Ha publicado las novelas “Cenizas del querer”, “El Crimen Verde” y “Cóctel con frenesí”. También el libro “Rasgos y figuras”, conjunto de perfiles biográficos previamente publicados en el diario Hoy.
Varios de sus cuentos han sido incluidos en antologías nacionales y extranjeras y traducidos al inglés y al italiano.
En 2005, Pereyra se le concedió una beca literaria en Leding House, una prestigiosa residencia que reúne a escritores de todo el mundo, en Hudson, Estados Unidos, bajo la dirección de la reconocida fundación Art Omi.
Un año después, realizó un curso sobre periodismo en áreas de conflictos, que concentró a periodistas y escritores de Latinoamérica en Tel Aviv, Israel.

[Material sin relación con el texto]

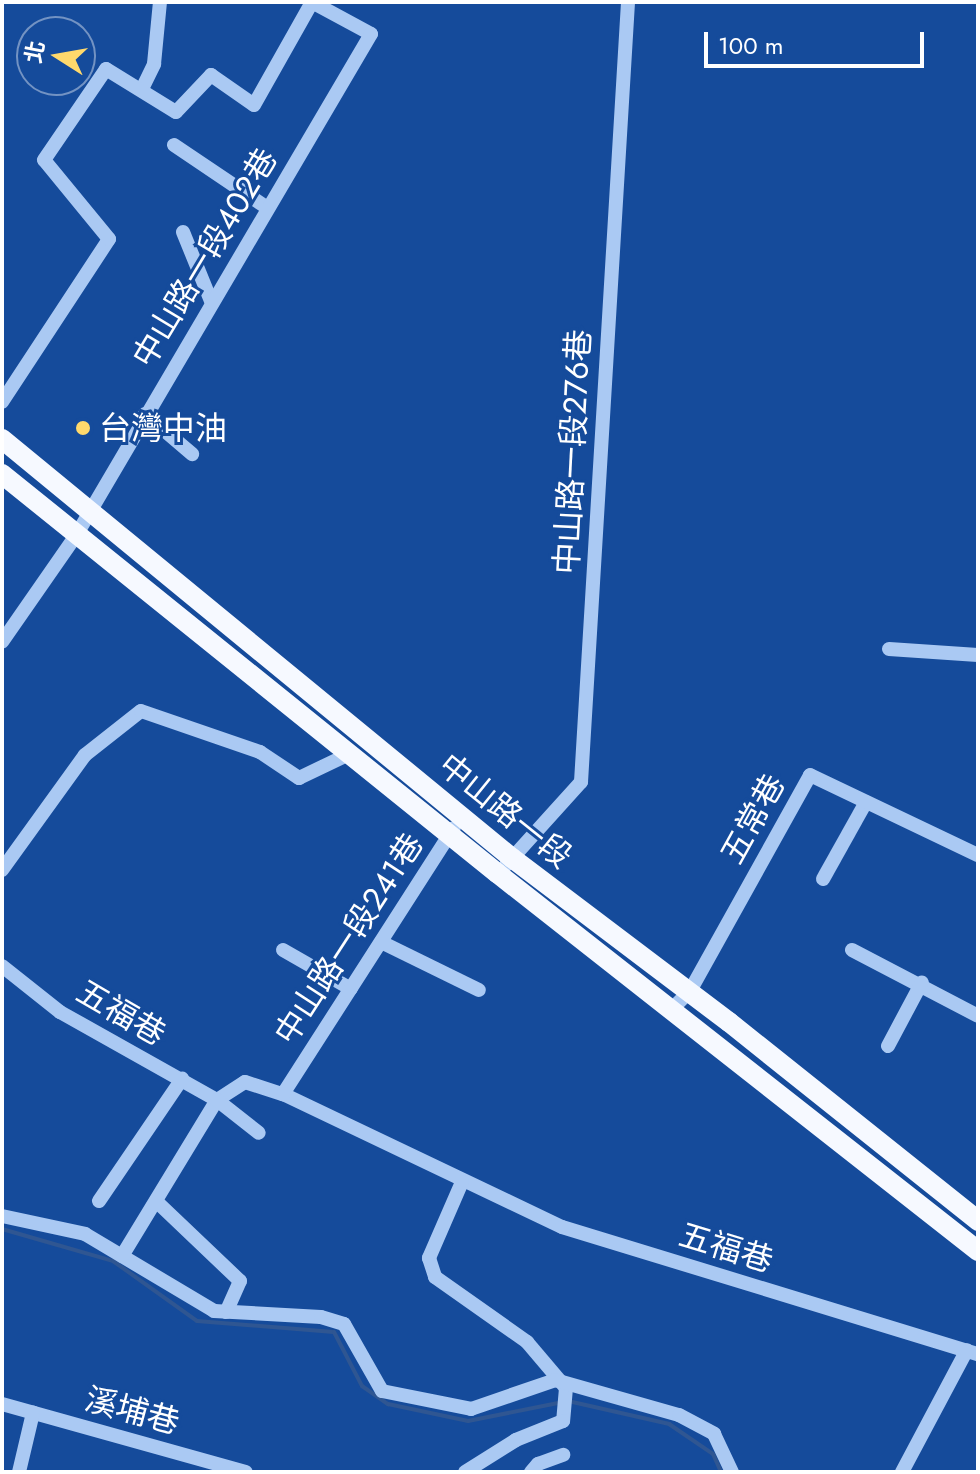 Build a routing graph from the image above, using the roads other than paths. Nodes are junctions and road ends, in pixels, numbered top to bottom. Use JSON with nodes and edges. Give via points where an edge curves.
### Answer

Pereyra es miembro correspondiente de la Academia Dominicana de la Lengua.
Fragmentos de obras
De la novela “Cenizas del querer”
Rejuego del destino
La armoniosa faz de Beatriz de Rivera quedó congelada en un gesto cerril aquel imborrable lunes en la mañana, de calor infernal, que entraba en oleadas por las persianas. Demóstenes la sorprendió mientras retiraba los platos del desayuno, colocándole en los brazos un bultito movedizo, envuelto en una sábana. La mujer, de cuerpo enjuto y ojos intensos, permaneció unos segundos en suspenso tratando de interpretar la acción. Él aprovechó la confusión inicial y la condujo hasta una mecedora.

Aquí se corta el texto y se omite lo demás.